21 Zacharja, de zoon van Meselemja, was poortier aan de deur van de tent der samenkomst.

22 Allen, die uitgelezen waren tot poortiers aan de dorpelen, waren tweehonderd en twaalf. Dezen waren in het geslachtsregister gesteld naar hun dorpen.
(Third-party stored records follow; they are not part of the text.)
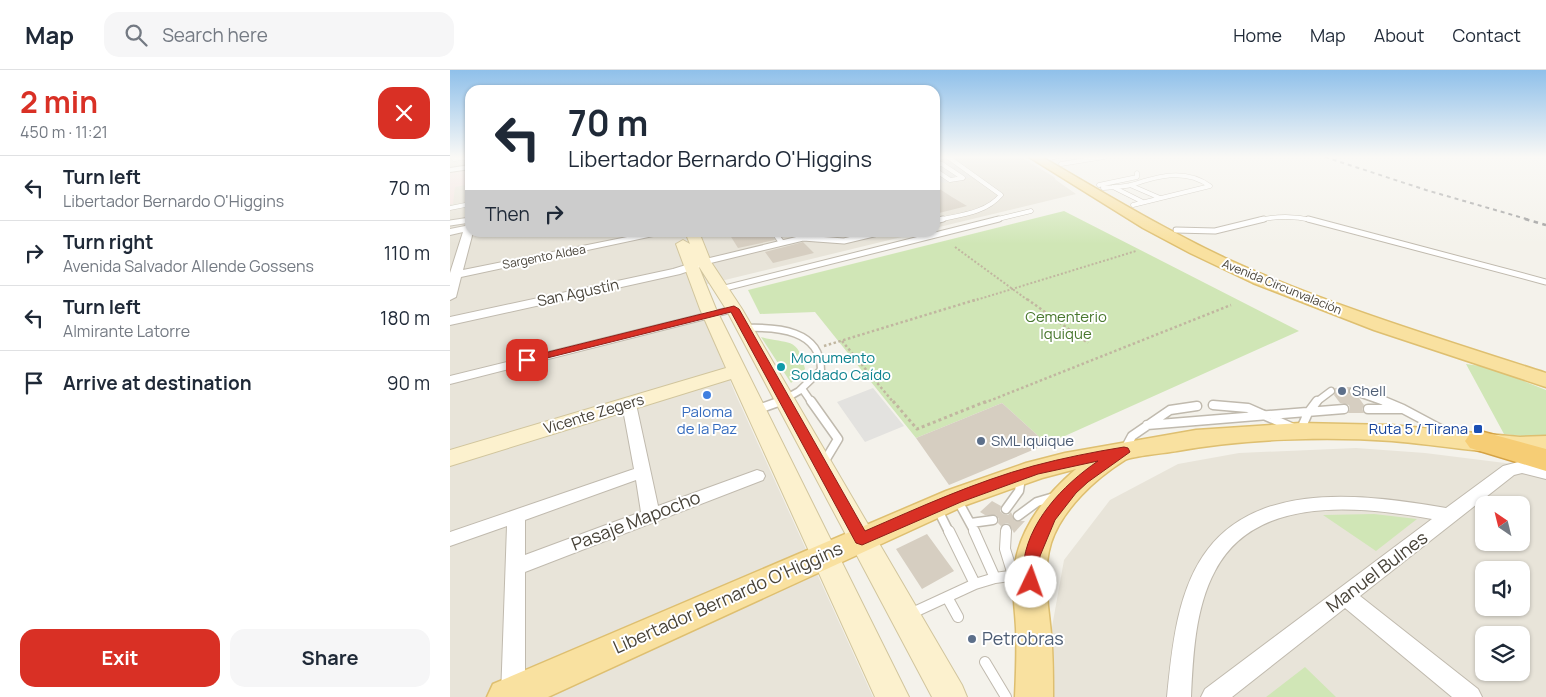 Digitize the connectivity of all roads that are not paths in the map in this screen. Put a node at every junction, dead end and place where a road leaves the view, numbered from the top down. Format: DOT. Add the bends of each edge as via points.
graph roads {
  1 [pos="989,186"];
  2 [pos="1092,186"];
  3 [pos="1124,186"];
  4 [pos="1130,186"];
  5 [pos="1209,186"];
  6 [pos="1105,187"];
  7 [pos="1160,198"];
  8 [pos="1138,204"];
  9 [pos="465,205"];
  10 [pos="450,208"];
  11 [pos="1031,211"];
  12 [pos="940,220"];
  13 [pos="450,223"];
  14 [pos="465,225"];
  15 [pos="465,228"];
  16 [pos="1176,230"];
  17 [pos="450,232"];
  18 [pos="940,234"];
  19 [pos="466,237"];
  20 [pos="643,237"];
  21 [pos="681,237"];
  22 [pos="693,237"];
  23 [pos="778,237"];
  24 [pos="861,237"];
  25 [pos="928,237"];
  26 [pos="782,243"];
  27 [pos="698,265"];
  28 [pos="452,275"];
  29 [pos="1546,282"];
  30 [pos="721,289"];
  31 [pos="450,297"];
  32 [pos="734,309"];
  33 [pos="710,314"];
  34 [pos="450,321"];
  35 [pos="744,328"];
  36 [pos="1492,362"];
  37 [pos="1546,370"];
  38 [pos="737,371"];
  39 [pos="450,380"];
  40 [pos="1546,380"];
  41 [pos="1546,385"];
  42 [pos="1353,391"];
  43 [pos="1331,392"];
  44 [pos="794,395"];
  45 [pos="628,404"];
  46 [pos="1213,405"];
  47 [pos="1197,406"];
  48 [pos="1344,409"];
  49 [pos="1368,409"];
  50 [pos="1403,409"];
  51 [pos="756,411"];
  52 [pos="1264,414"];
  53 [pos="1304,422"];
  54 [pos="1147,425"];
  55 [pos="1469,440"];
  56 [pos="1546,445"];
  57 [pos="1520,446"];
  58 [pos="1124,452"];
  59 [pos="1546,454"];
  60 [pos="450,458"];
  61 [pos="1546,460"];
  62 [pos="642,472"];
  63 [pos="1546,473"];
  64 [pos="1021,475"];
  65 [pos="757,476"];
  66 [pos="1066,496"];
  67 [pos="947,503"];
  68 [pos="1006,509"];
  69 [pos="516,516"];
  70 [pos="651,516"];
  71 [pos="1018,516"];
  72 [pos="1450,516"];
  73 [pos="993,520"];
  74 [pos="971,524"];
  75 [pos="1006,529"];
  76 [pos="450,539"];
  77 [pos="862,539"];
  78 [pos="824,555"];
  79 [pos="515,567"];
  80 [pos="1022,575"];
  81 [pos="996,578"];
  82 [pos="975,584"];
  83 [pos="1346,596"];
  84 [pos="948,597"];
  85 [pos="906,616"];
  86 [pos="958,617"];
  87 [pos="985,662"];
  88 [pos="511,696"];
  89 [pos="1218,696"];
  90 [pos="892,697"];
  91 [pos="950,697"];
  92 [pos="1006,697"];
  93 [pos="1034,697"];
  94 [pos="1179,697"];
  95 [pos="1470,697"];
  1 -- 12 [label="lane" via="1001,195 998,201 983,209"];
  2 -- 36 [label="main road, Avenida Circunvalación" via="1161,232 1220,262 1327,306"];
  3 -- 6 [label="lane"];
  4 -- 7 [label="lane"];
  5 -- 7 [label="lane"];
  6 -- 8 [label="main road, Avenida Circunvalación"];
  7 -- 8 [label="lane"];
  8 -- 16 [label="main road, Avenida Circunvalación"];
  9 -- 10 [label="lane"];
  11 -- 18 [label="lane"];
  13 -- 14 [label="lane"];
  15 -- 17 [label="street"];
  16 -- 29 [label="lane" via="1215,231 1268,218 1300,217"];
  16 -- 37 [label="main road, Avenida Circunvalación" via="1230,257 1306,288"];
  19 -- 28 [label="street"];
  20 -- 28 [label="street, Sargento Aldea"];
  21 -- 27 [label="main road"];
  22 -- 27 [label="main road"];
  23 -- 26 [label="lane"];
  24 -- 26 [label="lane" via="844,241 803,238"];
  25 -- 30 [label="lane"];
  26 -- 27 [label="lane"];
  27 -- 30 [label="main road"];
  27 -- 33 [label="main road"];
  27 -- 34 [label="street, San Agustín"];
  28 -- 31 [label="street"];
  30 -- 32 [label="main road"];
  32 -- 33 [label="street"];
  32 -- 35 [label="main road"];
  33 -- 38 [label="main road"];
  33 -- 39 [label="street"];
  35 -- 44 [label="main road"];
  35 -- 44 [label="lane" via="776,328 790,332 816,349 821,370"];
  36 -- 40 [label="main road, Avenida Circunvalación"];
  36 -- 41 [label="main road"];
  38 -- 45 [label="main road, Vicente Zegers"];
  38 -- 51 [label="main road"];
  42 -- 50 [label="lane"];
  43 -- 53 [label="lane" via="1318,398"];
  44 -- 51 [label="lane"];
  44 -- 77 [label="main road" via="821,466"];
  45 -- 60 [label="main road, Vicente Zegers"];
  45 -- 62 [label="street"];
  46 -- 52 [label="lane" via="1235,406"];
  47 -- 54 [label="lane" via="1170,410"];
  48 -- 53 [label="lane"];
  49 -- 50 [label="lane"];
  50 -- 55 [label="lane"];
  51 -- 78 [label="main road"];
  52 -- 53 [label="lane"];
  52 -- 53 [label="lane"];
  52 -- 54 [label="lane"];
  53 -- 55 [label="main road, Libertador Bernardo O'Higgins"];
  53 -- 58 [label="main road, Libertador Bernardo O'Higgins"];
  54 -- 58 [label="lane" via="1132,436"];
  55 -- 57 [label="main road, Libertador Bernardo O'Higgins"];
  55 -- 61 [label="highway"];
  56 -- 57 [label="main road, Libertador Bernardo O'Higgins"];
  57 -- 59 [label="main road, Libertador Bernardo O'Higgins"];
  58 -- 64 [label="main road, Libertador Bernardo O'Higgins" via="1065,462"];
  58 -- 66 [label="main road, Libertador Bernardo O'Higgins" via="1096,468"];
  62 -- 69 [label="street"];
  62 -- 70 [label="street"];
  63 -- 72 [label="street, Manuel Bulnes" via="1522,467 1509,470"];
  64 -- 67 [label="main road, Libertador Bernardo O'Higgins"];
  64 -- 68 [label="lane" via="1022,486"];
  65 -- 70 [label="street, Pasaje Mapocho"];
  66 -- 71 [label="lane" via="1037,502"];
  66 -- 80 [label="main road, Libertador Bernardo O'Higgins" via="1042,531"];
  67 -- 74 [label="lane"];
  67 -- 77 [label="main road, Libertador Bernardo O'Higgins"];
  67 -- 82 [label="lane"];
  69 -- 76 [label="street"];
  69 -- 79 [label="street"];
  70 -- 79 [label="street, Pasaje Mapocho"];
  72 -- 83 [label="street, Manuel Bulnes"];
  72 -- 94 [label="street" via="1377,505 1316,504 1271,513 1239,530 1214,555 1197,594 1184,649"];
  73 -- 74 [label="lane"];
  74 -- 81 [label="lane"];
  75 -- 80 [label="lane" via="1005,549"];
  77 -- 78 [label="main road, Libertador Bernardo O'Higgins"];
  77 -- 85 [label="main road"];
  78 -- 88 [label="main road, Libertador Bernardo O'Higgins"];
  78 -- 90 [label="main road"];
  79 -- 88 [label="street"];
  80 -- 81 [label="lane"];
  80 -- 93 [label="main road, Libertador Bernardo O'Higgins" via="1034,654"];
  81 -- 82 [label="lane"];
  82 -- 84 [label="lane"];
  83 -- 89 [label="street, Manuel Bulnes"];
  83 -- 95 [label="street"];
  84 -- 85 [label="lane"];
  84 -- 86 [label="lane"];
  85 -- 91 [label="main road"];
  87 -- 92 [label="lane"];
} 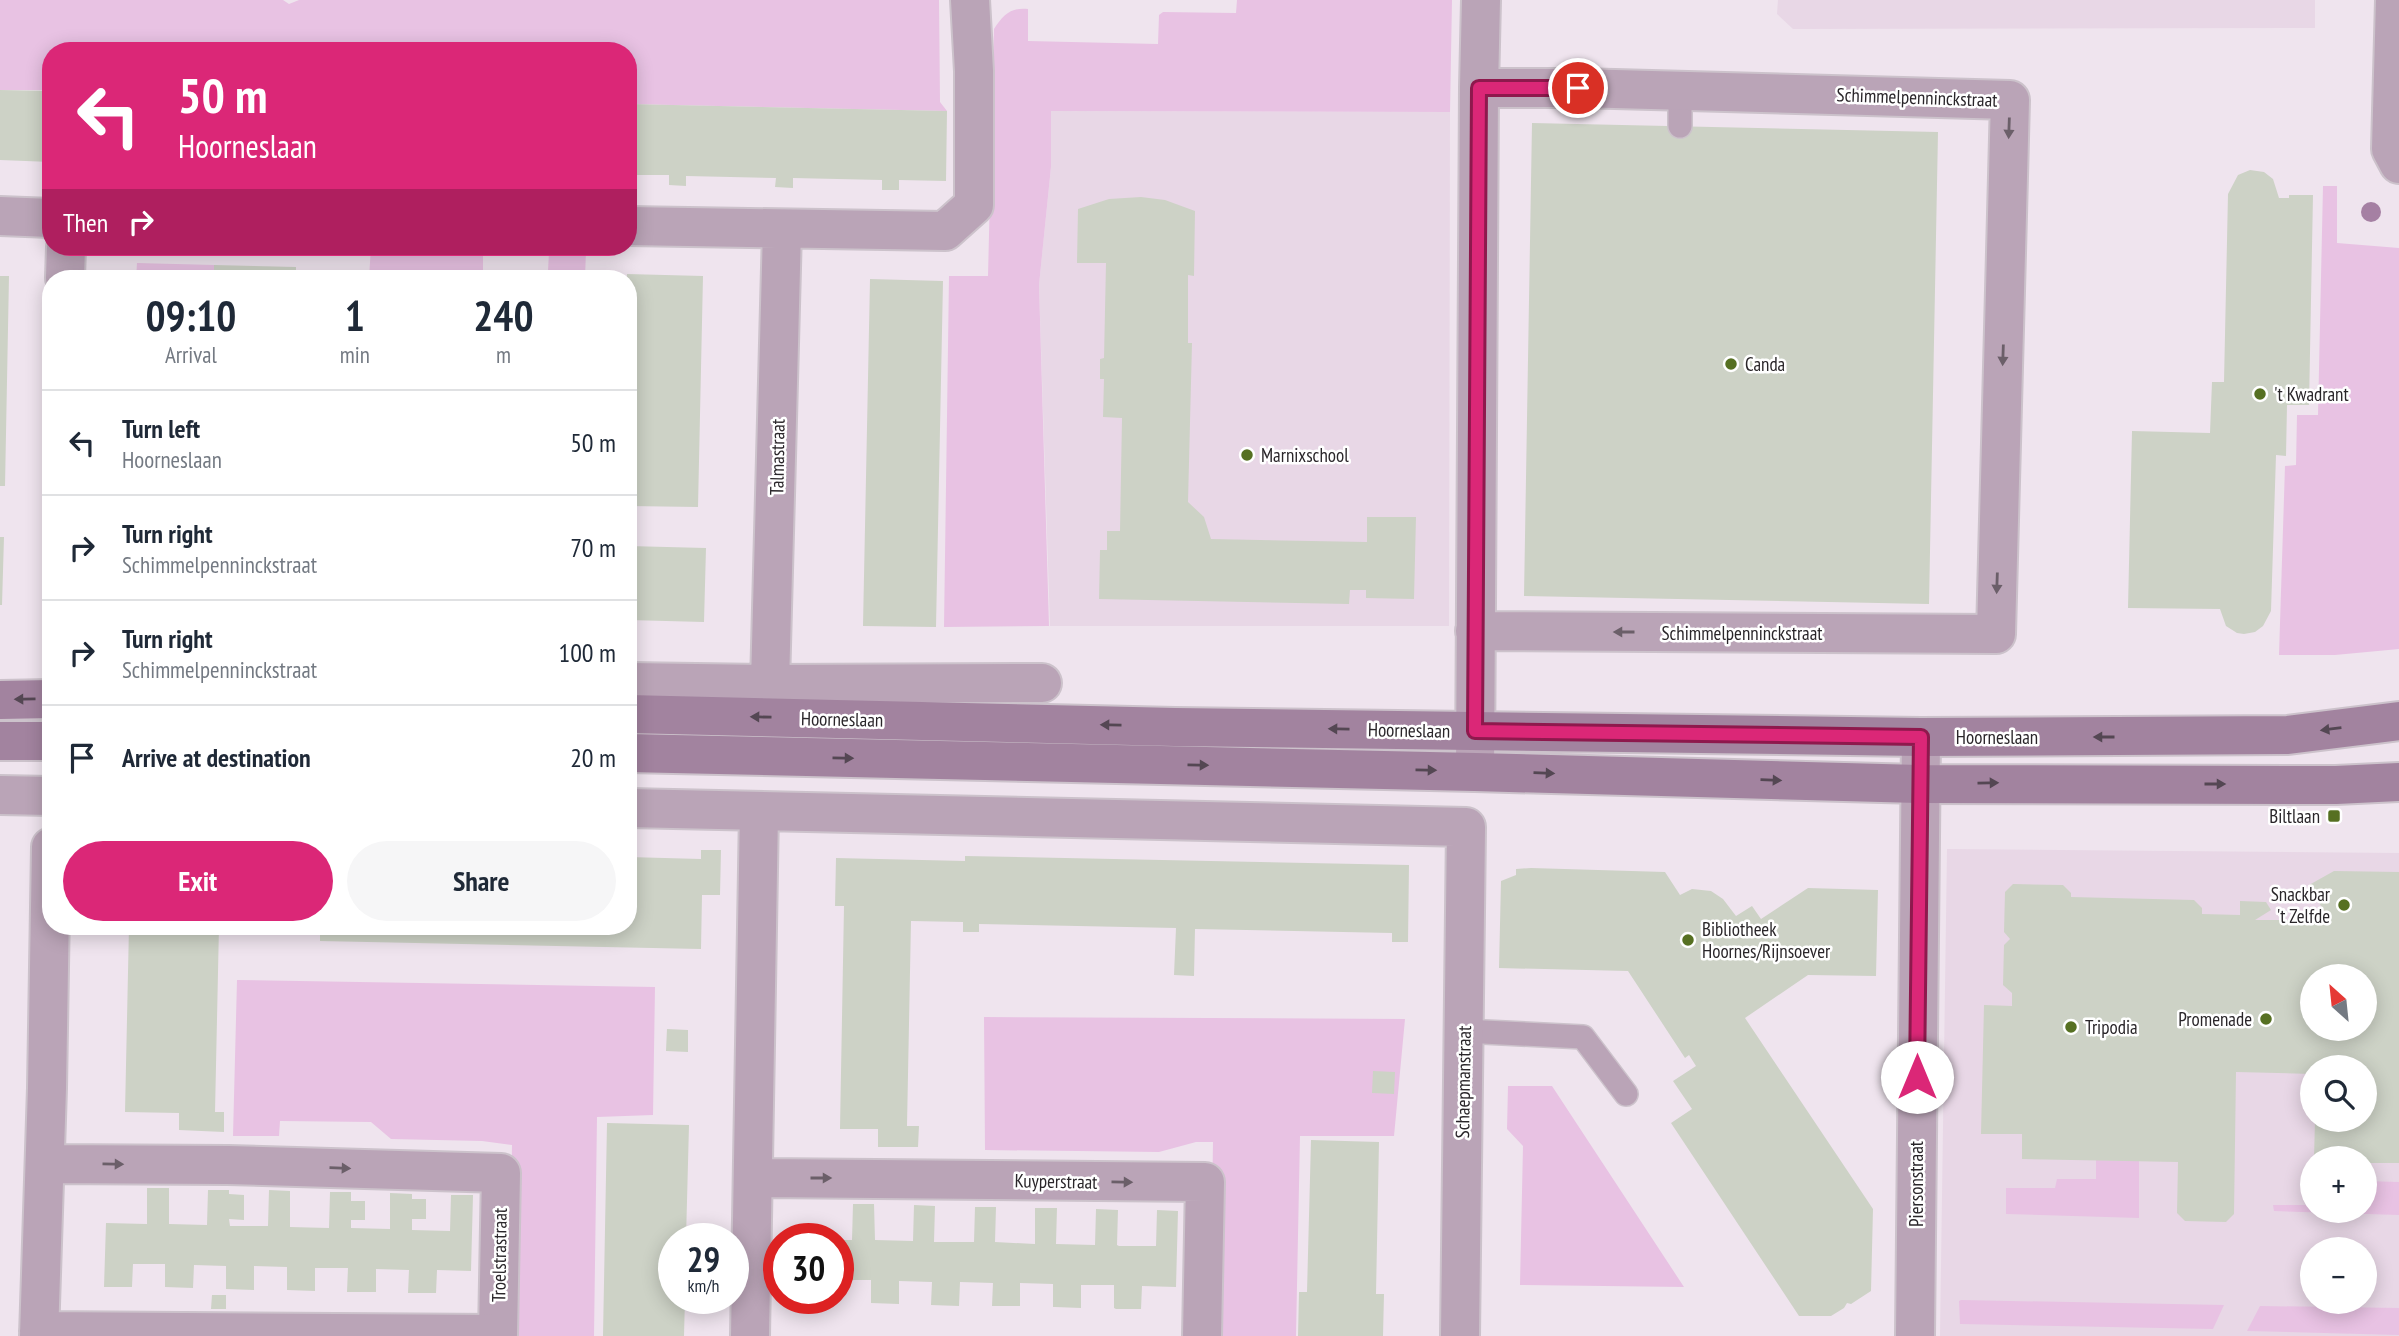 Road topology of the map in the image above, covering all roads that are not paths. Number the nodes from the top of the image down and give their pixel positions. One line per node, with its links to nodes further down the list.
1 (970, 0): 9 (street)
2 (1480, 0): 4 (street)
3 (2395, 0): 5 (street)
4 (1479, 88): 10 (street); 10 (street, Schimmelpenninckstraat, one-way to 10)
5 (2395, 156)
6 (0, 216): 7 (street)
7 (42, 218)
8 (637, 226): 9 (street)
9 (782, 230): 13 (street, Talmastraat)
10 (1475, 631): 18 (street)
11 (637, 682): 13 (street, Hoorneslaan)
12 (1042, 683): 13 (street, Hoorneslaan)
13 (770, 684)
14 (42, 699): 15 (street, one-way to 15)
15 (0, 700)
16 (637, 714): 18 (street, Hoorneslaan, one-way to 16)
17 (2399, 721): 19 (street, Hoorneslaan, one-way to 19)
18 (1475, 731): 19 (street, Hoorneslaan); 23 (street)
19 (1921, 737): 25 (street, Piersonstraat)
20 (0, 741): 21 (street)
21 (42, 741)
22 (637, 753): 23 (street, Hoorneslaan, one-way to 23)
23 (1475, 772): 25 (street, Hoorneslaan, one-way to 25)
24 (2399, 782): 25 (street, Hoorneslaan, one-way to 24)
25 (1919, 784): 39 (street, Piersonstraat)
26 (0, 795): 27 (street)
27 (42, 796)
28 (637, 808): 29 (street)
29 (760, 811): 31 (street, Schaepmanstraat); 34 (street)
30 (49, 935): 33 (street, Troelstrastraat)
31 (1464, 1031): 32 (lane); 38 (street, Schaepmanstraat)
32 (1626, 1094)
33 (45, 1164): 35 (street, Troelstrastraat); 35 (street, Troelstrastraat, one-way to 35)
34 (753, 1178): 36 (street); 37 (street, Kuyperstraat, one-way to 37)
35 (39, 1334)
36 (750, 1336)
37 (1202, 1336)
38 (1460, 1336)
39 (1915, 1336)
David en Samuel, de ziener, hadden hen in hun ambt bevestigd.

23 Zij dan en hun zonen waren aan de poorten van het huis des HEEREN, in het huis der tent, aan de wachten.

24 Die poortiers waren aan de vier winden, tegen het oosten, tegen het westen, tegen het noorden, en tegen het zuiden.

25 En hun broeders waren op hun dorpen, inkomende ten zevenden dage van tijd tot tijd, om met hen te dienen;

26 Want in dat ambt waren vier overste poortiers, die Levieten waren; en zij waren over de kameren en over de schatten van het huis Gods.

27 En zij bleven over nacht rondom het huis Gods; want op hen was de wacht, en zij waren over de opening, en dat allen morgen.

28 En enigen van hen waren over de vaten van den dienst; want bij getal droegen zij ze in, en bij getal droegen zij ze uit.

29 Want uit dezelve zijn er besteld over de vaten, en over al de heilige vaten, en over de meelbloem, en wijn, en olie, en wierook, en specerij.

30 En uit de zonen der priesteren waren de bereiders van het reukwerk der specerijen.

31 En Mattithja uit de Levieten, dewelke was de eerstgeborene van Sallum, den Korahiet, was in het ambt over het werk, dat in pannen gekookt wordt.

32 En uit de kinderen der Kahathieten, uit hun broederen, waren enigen over de broden der toerichting, om die alle sabbatten te bereiden.

33 Uit dezen zijn ook de zangers, hoofden der vaderen onder de Levieten in de kameren, dienstvrij; want dag en nacht was het op hen, in dat werk te zijn.

34 Dit zijn de hoofden der vaderen onder de Levieten, hoofden in hun geslachten; dezen woonden te Jeruzalem.

35 Maar te Gibeon hadden gewoond Jeiel, de vader van Gibeon; de naam zijner zuster nu was Maacha.

36 En Abdon was zijn eerstgeboren zoon, daarna Zur, en Kis, en Baal, en Ner, en Nadab.

37 En Gedor, en Ahio, en Zacharja, en Mikloth.

38 Mikloth nu gewon Simeam; dezen woonden ook te Jeruzalem, tegenover hun broederen, met hun broederen.

39 En Ner gewon Kis, en Kis gewon Saul, en Saul gewon Jonathan, en Malchi-sua, en Abinadab, en Esbaal.

40 En Jonathans zoon van Merib-baal, en Merib-baal gewon Micha.

41 De kinderen van Micha nu waren Pithon, en Melech, en Thaerea.

42 En Achaz gewon Jaera, en Jaera gewon Alemeth, en Azmaveth, en Zimri; en Zimri gewon Moza;

43 En Moza gewon Bina; wiens zoon was Refaja; wiens zoon was Elasa; wiens zoon was Azel.

44 Azel nu had zes zonen, en dit zijn hun namen: Azrikam, Bochru, en Ismael, en Searja, en Obadja, en Hanan; dezen zijn Azels zonen.